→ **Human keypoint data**
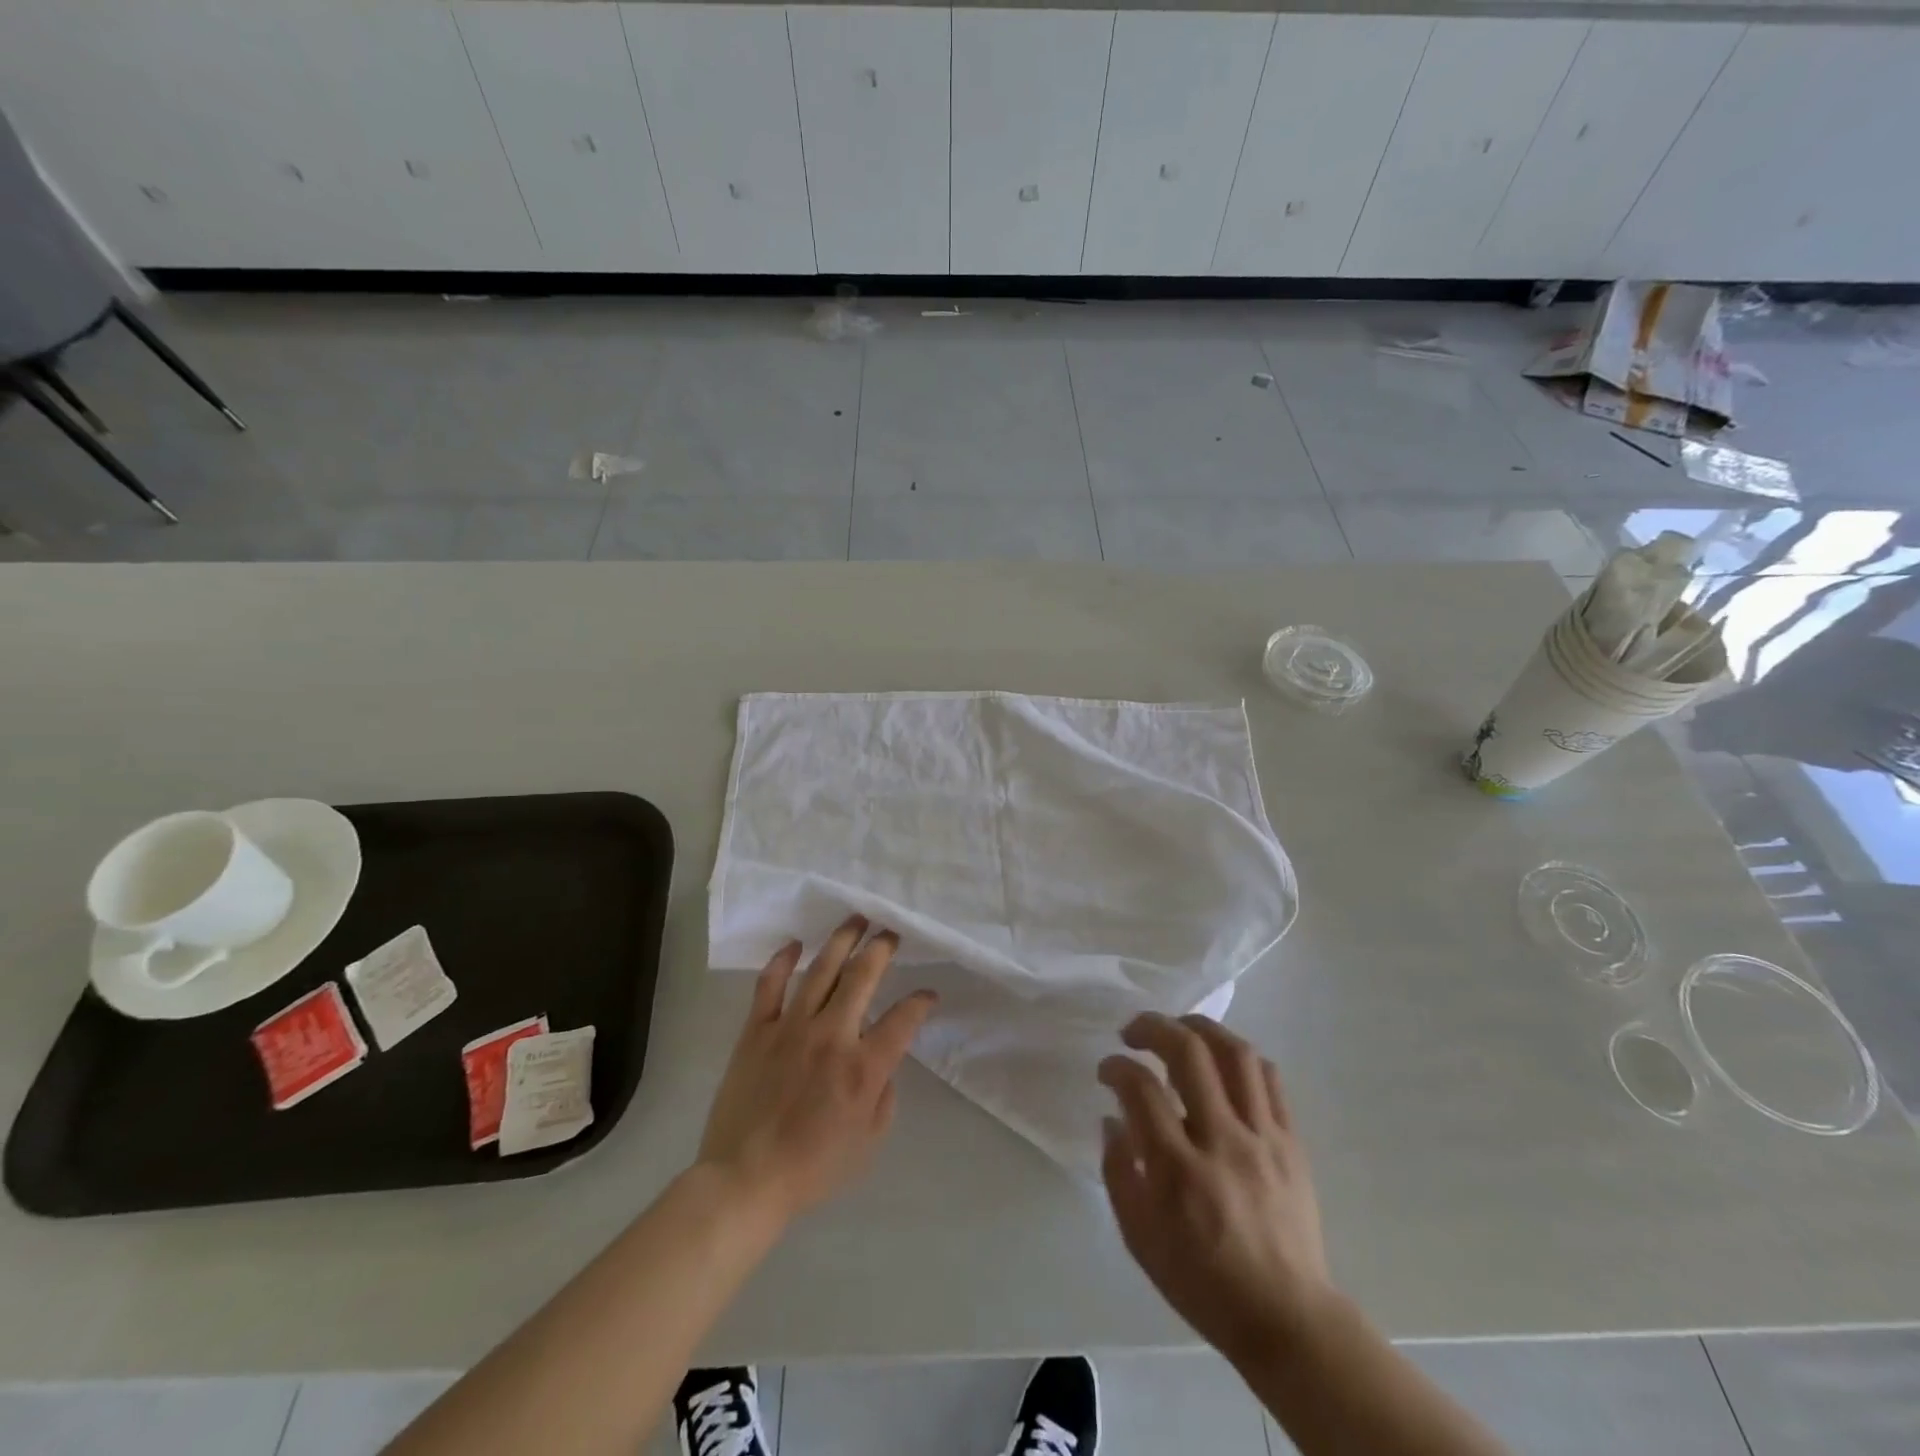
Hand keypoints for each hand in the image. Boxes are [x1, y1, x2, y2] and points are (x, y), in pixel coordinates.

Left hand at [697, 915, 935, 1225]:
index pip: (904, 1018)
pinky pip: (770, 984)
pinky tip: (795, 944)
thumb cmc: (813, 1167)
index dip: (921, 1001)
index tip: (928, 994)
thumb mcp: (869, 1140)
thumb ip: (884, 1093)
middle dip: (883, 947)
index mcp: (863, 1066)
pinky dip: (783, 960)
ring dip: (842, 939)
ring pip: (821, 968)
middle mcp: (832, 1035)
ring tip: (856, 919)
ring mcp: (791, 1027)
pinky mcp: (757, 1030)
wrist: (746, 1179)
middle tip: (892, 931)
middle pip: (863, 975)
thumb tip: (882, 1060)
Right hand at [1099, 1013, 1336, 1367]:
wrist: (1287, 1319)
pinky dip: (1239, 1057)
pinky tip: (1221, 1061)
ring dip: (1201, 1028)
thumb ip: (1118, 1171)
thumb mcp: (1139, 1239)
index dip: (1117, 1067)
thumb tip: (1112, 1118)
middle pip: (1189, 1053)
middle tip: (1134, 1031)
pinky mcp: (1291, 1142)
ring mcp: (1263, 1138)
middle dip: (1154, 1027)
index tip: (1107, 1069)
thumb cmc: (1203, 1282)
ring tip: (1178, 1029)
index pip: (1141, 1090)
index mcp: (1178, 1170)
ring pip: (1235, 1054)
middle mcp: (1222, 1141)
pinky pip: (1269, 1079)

--

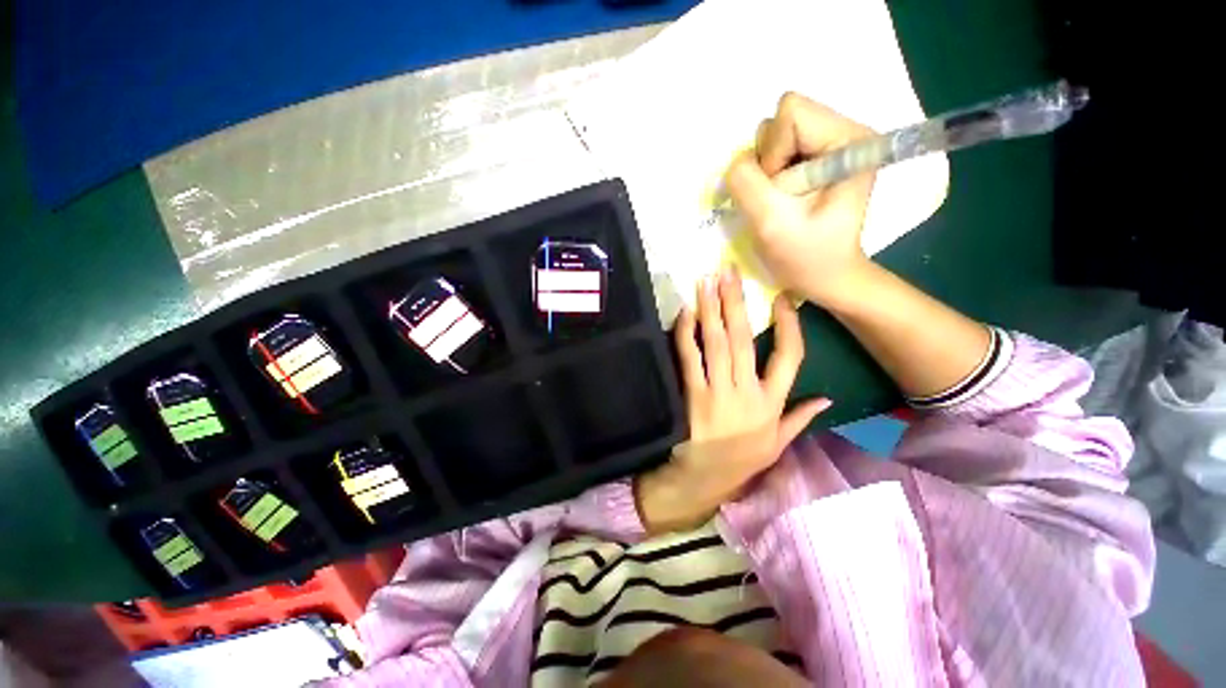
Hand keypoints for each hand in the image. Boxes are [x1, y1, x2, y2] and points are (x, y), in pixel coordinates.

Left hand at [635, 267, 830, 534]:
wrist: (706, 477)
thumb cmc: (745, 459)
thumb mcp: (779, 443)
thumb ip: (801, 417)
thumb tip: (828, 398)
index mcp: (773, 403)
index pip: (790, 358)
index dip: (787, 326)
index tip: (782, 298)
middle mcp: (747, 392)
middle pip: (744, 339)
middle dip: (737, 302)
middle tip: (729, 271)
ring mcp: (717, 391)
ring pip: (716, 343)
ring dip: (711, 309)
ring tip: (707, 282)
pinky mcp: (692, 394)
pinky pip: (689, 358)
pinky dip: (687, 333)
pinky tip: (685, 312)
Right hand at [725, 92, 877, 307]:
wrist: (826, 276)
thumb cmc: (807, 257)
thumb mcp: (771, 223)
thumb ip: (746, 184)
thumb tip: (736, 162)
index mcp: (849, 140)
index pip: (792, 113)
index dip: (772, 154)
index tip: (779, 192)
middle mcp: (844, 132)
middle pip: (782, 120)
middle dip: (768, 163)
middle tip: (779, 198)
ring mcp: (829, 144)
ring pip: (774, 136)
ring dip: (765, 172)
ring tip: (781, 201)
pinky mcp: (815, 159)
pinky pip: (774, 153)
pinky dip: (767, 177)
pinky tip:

→ **WHAT YOU ARE ASKED TO DO**
Return only the lines between the one holding "pinky pip: (689, 358)" and the one holding "middle mcp: (844, 132)", inclusive, exactly as they appear above.

→ **REPLY TO THE EXERCISE**
pinky pip: (689, 358)
pinky dip: (687, 333)
pinky tip: (685, 312)
Right hand at [725, 92, 877, 307]:
wrist: (826, 276)
thumb cmc: (807, 257)
thumb mcp: (771, 223)
thumb ip: (746, 184)
thumb tip: (736, 162)
index mcp: (849, 140)
index pip: (792, 113)
index dip: (772, 154)
index tip: (779, 192)
middle mcp: (844, 132)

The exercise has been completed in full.